En pleine crise économique, la France fait face à un déclin sans précédent de son système financier. Les prévisions indiquent que le déficit public n’arrivera jamais sous 5 % d’ici 2027, malgré les promesses gouvernementales. Le gouvernement a décidé d’imposer des coupes invisibles aux retraités, une mesure qui ne sera pas officiellement votée mais exécutée par des mécanismes subtils.
La croissance française a chuté à un niveau de 0,5 % en 2026, après avoir été estimée à 0,9 % en avril. Ce recul s’explique par une politique économique qui privilégie les dépenses électorales plutôt que la réduction des dettes publiques. Selon les modèles économiques de Nordhaus et Rogoff, chaque gouvernement face à une élection augmente temporairement sa dépense sans conséquence immédiate sur le déficit.
En effet, 6 milliards d’euros sont prévus pour être retenus des retraités, tandis que les agences de l’État verront des économies de 2 à 3 milliards d’euros. Ces mesures ne sont pas votées et n’ont aucune garantie d’exécution. Le gouvernement, qui a récemment annoncé la fusion ou la suppression d’un tiers des opérateurs publics, se concentre sur des mécanismes de financement cachés.
Le Conseil d’Orientation des retraites (COR) prévoit que les pensions françaises resteront stables jusqu’en 2045, représentant 14,1 % du PIB en 2025. Cela signifie que pour compenser l’augmentation du nombre de retraités, le gouvernement doit réduire progressivement le niveau moyen des pensions sans qu’aucune loi ne soit votée.

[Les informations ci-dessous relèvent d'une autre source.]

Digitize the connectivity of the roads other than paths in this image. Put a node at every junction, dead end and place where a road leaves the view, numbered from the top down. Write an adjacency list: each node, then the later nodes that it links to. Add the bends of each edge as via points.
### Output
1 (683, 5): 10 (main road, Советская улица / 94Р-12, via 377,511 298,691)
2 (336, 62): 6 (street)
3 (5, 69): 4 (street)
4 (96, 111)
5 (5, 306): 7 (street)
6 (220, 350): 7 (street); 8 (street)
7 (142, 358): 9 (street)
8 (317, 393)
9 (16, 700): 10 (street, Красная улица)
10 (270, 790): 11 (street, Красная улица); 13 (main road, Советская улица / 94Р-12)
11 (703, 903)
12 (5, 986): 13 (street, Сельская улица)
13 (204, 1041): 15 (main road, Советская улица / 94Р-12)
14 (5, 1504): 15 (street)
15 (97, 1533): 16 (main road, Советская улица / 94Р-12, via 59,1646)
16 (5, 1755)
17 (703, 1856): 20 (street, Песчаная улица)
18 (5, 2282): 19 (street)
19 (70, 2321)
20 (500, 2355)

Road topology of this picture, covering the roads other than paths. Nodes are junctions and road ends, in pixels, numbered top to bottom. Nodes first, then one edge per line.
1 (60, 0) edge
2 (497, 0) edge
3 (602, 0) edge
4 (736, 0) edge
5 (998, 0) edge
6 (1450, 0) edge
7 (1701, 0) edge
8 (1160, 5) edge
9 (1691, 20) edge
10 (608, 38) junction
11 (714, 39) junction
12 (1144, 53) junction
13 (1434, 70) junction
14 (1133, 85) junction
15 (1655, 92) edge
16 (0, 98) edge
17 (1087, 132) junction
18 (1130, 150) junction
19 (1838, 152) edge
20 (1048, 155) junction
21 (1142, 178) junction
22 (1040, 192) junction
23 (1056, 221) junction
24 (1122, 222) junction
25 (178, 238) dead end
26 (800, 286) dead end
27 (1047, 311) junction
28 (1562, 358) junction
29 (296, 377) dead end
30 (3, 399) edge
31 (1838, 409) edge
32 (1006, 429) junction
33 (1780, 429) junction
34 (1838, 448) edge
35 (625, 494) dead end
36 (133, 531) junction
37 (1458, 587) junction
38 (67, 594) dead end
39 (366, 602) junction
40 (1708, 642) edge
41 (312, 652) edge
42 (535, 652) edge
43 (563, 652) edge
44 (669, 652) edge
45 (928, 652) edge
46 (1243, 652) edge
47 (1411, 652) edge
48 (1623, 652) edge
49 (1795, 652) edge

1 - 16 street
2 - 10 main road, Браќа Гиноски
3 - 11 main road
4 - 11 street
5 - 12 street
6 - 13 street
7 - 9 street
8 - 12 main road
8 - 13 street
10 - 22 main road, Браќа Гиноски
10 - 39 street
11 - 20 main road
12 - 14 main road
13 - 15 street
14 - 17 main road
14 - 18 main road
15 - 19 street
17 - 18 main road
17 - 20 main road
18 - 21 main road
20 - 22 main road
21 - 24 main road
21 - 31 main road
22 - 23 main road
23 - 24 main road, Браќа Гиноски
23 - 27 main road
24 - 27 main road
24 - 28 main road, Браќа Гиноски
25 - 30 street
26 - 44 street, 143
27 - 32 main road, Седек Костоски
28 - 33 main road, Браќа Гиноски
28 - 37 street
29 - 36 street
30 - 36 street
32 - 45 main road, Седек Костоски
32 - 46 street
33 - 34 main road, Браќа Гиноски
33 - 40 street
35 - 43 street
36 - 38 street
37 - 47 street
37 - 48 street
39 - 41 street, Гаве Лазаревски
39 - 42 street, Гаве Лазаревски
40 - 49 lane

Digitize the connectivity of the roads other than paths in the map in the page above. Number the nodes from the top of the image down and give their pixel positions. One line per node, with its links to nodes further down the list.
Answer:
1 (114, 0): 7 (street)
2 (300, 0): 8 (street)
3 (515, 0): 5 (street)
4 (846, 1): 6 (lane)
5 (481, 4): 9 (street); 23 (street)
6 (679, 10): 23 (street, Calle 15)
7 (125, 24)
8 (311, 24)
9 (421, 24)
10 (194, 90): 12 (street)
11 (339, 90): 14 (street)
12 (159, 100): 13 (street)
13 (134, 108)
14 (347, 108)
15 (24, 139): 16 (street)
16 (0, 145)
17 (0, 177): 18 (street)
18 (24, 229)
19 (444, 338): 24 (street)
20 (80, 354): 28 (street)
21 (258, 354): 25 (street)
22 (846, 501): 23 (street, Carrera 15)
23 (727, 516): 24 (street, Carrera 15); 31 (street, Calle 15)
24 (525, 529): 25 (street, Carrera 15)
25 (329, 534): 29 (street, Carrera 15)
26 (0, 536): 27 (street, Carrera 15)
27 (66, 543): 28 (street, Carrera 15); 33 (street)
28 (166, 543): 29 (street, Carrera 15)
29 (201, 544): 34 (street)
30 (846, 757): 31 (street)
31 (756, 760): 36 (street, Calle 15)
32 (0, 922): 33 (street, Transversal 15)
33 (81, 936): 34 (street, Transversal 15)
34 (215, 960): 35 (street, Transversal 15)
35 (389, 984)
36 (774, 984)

Avec une stagnation économique et un déficit public qui ne baisse pas malgré les promesses, la France est désormais menacée d’un effondrement financier inattendu. Les retraités, déjà en situation de vulnérabilité, sont désormais les premières victimes d’une politique économique qui ignore la réalité des ménages et l’instabilité du système.